Drupal

Search engine and Drupal: Relevance of results and SolR boosting

Published on 23 February 2023
Photo @chdugue - Photo illustrating, at Saint Charles station, the display of the first results.
Second part of our dive into Drupal's Solr Search API. Here, we discuss handling and configuring result relevance as well as SolR boosting.

Relevance and Scoring

Solr’s scoring algorithm is known as the tf.idf model (a statistical measure that allows evaluating the importance of a word relative to a document within a collection).

Lucene combines the Boolean model with the vector space model: 

  • Boolean Model of Information Retrieval (BM)
    The search is based on whether documents do or do not contain the query terms. These four factors are combined in a scoring formula.
  • Vector Space Model (VSM)
    This is an algebraic model that represents textual documents as vectors of identifiers (such as index terms). It is used in information filtering, information retrieval, indexing, and relevance ranking.

Lucene combines both models – the documents approved by the BM are assigned a score by the VSM.

This scoring model involves a number of scoring factors, including:
r = query, d = document, and t = search term

  • tf(t in d): Term frequency. The frequency at which a term appears in a document. For a search query, the higher the term frequency, the higher the document’s score.
  • idf(t): Inverse document frequency. The rarer a term is across all documents in the index, the greater its contribution to the score.
  • coord(r, d): Coordination factor. The more query terms that appear in a document, the higher its score.
  • fieldNorm: Field length. The more words a field contains, the lower its score. This factor penalizes documents with longer fields.
  • queryNorm(r): A normalization factor used to make scores comparable between queries. This factor does not affect document ranking (since all ranked documents are multiplied by the same factor), but simply tries to make scores from different queries (or even different indexes) comparable.

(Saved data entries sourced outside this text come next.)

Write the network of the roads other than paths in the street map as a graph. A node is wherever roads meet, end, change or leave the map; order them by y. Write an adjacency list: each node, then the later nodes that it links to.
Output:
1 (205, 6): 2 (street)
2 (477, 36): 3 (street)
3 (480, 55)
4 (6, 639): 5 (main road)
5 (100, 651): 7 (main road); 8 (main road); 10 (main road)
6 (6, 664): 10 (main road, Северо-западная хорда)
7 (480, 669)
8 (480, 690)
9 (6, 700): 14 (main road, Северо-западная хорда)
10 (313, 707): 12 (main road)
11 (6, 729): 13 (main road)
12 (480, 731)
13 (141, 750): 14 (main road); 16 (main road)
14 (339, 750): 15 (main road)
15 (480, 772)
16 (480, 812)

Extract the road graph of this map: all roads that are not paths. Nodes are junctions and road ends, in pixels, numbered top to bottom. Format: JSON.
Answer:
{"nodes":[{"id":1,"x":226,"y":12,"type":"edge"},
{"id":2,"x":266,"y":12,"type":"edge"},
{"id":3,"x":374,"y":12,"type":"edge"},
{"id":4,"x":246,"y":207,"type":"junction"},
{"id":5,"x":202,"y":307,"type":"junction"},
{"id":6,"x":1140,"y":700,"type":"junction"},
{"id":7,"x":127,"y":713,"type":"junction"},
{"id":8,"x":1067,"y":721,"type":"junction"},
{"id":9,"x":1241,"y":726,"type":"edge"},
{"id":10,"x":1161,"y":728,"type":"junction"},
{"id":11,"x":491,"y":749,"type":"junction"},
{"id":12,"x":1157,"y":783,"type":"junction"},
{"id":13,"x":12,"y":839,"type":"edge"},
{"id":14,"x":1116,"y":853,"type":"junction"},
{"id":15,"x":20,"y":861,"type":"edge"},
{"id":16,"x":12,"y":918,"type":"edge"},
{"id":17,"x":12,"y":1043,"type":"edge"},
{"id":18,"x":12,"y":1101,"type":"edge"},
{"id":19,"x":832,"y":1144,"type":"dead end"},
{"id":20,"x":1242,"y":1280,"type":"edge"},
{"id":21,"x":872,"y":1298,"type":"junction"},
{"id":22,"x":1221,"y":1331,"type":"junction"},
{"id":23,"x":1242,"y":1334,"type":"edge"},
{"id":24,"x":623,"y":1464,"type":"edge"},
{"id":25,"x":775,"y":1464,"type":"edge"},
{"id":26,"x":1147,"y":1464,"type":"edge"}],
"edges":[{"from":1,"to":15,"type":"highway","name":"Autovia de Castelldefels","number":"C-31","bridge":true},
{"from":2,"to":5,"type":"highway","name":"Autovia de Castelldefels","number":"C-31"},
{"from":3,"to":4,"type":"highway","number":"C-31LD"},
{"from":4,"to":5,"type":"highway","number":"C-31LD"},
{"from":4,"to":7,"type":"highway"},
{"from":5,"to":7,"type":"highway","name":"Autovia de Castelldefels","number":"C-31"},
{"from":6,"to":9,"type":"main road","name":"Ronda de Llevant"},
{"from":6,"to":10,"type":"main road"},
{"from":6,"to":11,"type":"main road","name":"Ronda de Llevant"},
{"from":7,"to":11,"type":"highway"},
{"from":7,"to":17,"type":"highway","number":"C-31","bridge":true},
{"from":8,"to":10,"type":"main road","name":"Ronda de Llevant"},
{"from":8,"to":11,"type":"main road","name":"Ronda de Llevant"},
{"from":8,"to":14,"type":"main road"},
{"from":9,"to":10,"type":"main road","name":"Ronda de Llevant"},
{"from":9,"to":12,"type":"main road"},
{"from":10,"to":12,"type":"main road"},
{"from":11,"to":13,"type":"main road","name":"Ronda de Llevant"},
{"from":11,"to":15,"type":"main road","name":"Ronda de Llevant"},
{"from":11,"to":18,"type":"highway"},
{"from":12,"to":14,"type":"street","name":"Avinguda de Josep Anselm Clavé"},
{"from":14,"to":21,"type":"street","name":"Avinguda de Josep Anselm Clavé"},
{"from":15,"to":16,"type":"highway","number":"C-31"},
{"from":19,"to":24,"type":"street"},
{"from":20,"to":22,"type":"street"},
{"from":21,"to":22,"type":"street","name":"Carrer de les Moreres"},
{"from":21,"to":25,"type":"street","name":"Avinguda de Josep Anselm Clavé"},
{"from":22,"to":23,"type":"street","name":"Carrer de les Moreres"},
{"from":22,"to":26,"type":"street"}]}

These factors and models lead us to the practical scoring function used by SOLR:
score(r, d) = coord(r, d) * queryNorm(r) * Σ [ tf(t in d) · idf(t)² · t.getBoost() · norm(t,d) ]
Scores are also always normalized so that they fall between 0 and 1.0.

norm(t,d) encapsulates some boost and length factors (at index time):

  • Document boost – set by calling doc.setBoost() before adding the document to the index.
  • Field boost – set by calling field.setBoost() before adding the field to a document.
  • lengthNorm – calculated when the document is added to the index based on the number of tokens in this field in the document, so that shorter fields contribute more to the score. The length norm is calculated by the Similarity class in effect at the time of indexing.

The method computeNorm(java.lang.String, org.apache.lucene.index.FieldInvertState) is responsible for combining all these factors into a single floating-point value.

When a document is added to the index, all the above factors are multiplied together. If a document has multiple fields with the same name, all their boosts are multiplied together.

What is boosting?

t.getBoost() is a query-time boost for term t in query q as specified in the query text (see query syntax), or as set by application calls to setBoost(). Note that there isn’t really a direct API to access the boost of a term in a multi-term query, but rather, multiple terms are represented in a query as multiple TermQuery objects, and thus the boost of a term in the query is accessible by calling the sub-query’s getBoost().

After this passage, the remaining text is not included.